Around 2:00 P.M. the usual monotony that I had grown accustomed to each day at work was disrupted by the clamor of nurses, paramedics, and ER technicians. They were quickly escorting an unconscious patient extended upon a gurney into room eight where he would soon be placed onto a hospital bed. I could tell by the looks on everyone’s faces that something particularly serious was taking place, and I was right; this was a code blue. This patient’s breathing and heart had stopped, but as I was contemplating all of this they were gone. They had taken him into the room and the door had been shut almost immediately. I had no real reason to go into that room working only as a nursing assistant, but I was compelled to anyway out of interest and curiosity. When I opened the door and stepped into the room, CPR was being administered by the technicians and nurses and air was being directly pumped into the patient’s lungs through a tube. I watched this ritual for a good fifteen to twenty minutes, but it seemed to take so much longer. When the doctor pronounced the man dead, I felt exhausted. Later I learned that the man in room eight was only a twenty-one year old construction worker who had planned on getting married in two months.
Only a few weeks after that I experienced the reality of death again. Another code blue had arrived, but this time it was just a child. A six-year-old boy had been found drowning in a pool while at day care and by the time he was rushed to the emergency room it was much too late to save him. As I thought of how unfair this life can be and just how undeserving this child was of death I became both incensed and depressed.
I’ve never been one to look on the bright side of things. I’ve always been pretty cynical and paranoid, but after experiencing death while working in the ER, I became aware of just how bleak my perception of life had become. I was terrified of believing in the temporary and unknown and afraid of becoming too attached to my family and friends because I wouldn’t be able to rely on them forever to provide some kind of stability in my life.

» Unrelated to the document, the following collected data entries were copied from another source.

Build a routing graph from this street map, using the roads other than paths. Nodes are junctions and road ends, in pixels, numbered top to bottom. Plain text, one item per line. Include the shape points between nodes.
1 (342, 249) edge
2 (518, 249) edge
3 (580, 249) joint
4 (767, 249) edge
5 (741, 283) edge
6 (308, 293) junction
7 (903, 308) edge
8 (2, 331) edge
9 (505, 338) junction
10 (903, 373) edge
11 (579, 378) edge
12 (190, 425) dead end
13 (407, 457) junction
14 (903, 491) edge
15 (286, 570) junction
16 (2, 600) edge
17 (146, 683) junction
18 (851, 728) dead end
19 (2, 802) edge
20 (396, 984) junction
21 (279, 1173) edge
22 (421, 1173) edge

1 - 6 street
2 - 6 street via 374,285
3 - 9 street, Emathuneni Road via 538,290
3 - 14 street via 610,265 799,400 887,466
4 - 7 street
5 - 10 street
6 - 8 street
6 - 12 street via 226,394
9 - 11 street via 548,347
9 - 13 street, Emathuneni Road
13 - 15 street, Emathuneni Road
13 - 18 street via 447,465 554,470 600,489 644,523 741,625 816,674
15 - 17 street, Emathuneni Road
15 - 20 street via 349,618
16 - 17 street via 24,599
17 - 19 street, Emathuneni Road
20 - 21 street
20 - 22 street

After witnessing the construction worker’s death I wondered whether I’d live long enough to get married or if I’d even make it to twenty-one years of age. I thought about how his dreams and aspirations would never be realized and how my own potential could just as easily be snuffed out at any moment. The child’s passing was even more disillusioning because while the construction worker had lived long enough to dream of future goals, this six-year old boy probably couldn’t have imagined life away from his parents; He had barely lived. Both of these incidents opened my eyes to how temporal life really is. I know that everyone experiences fear and doubt, but if you let these feelings prevent you from doing the things you want, you’re not really living. To truly live is to take risks and to constantly move forward despite how afraid or uncertain you are because life is too short to stay in one place.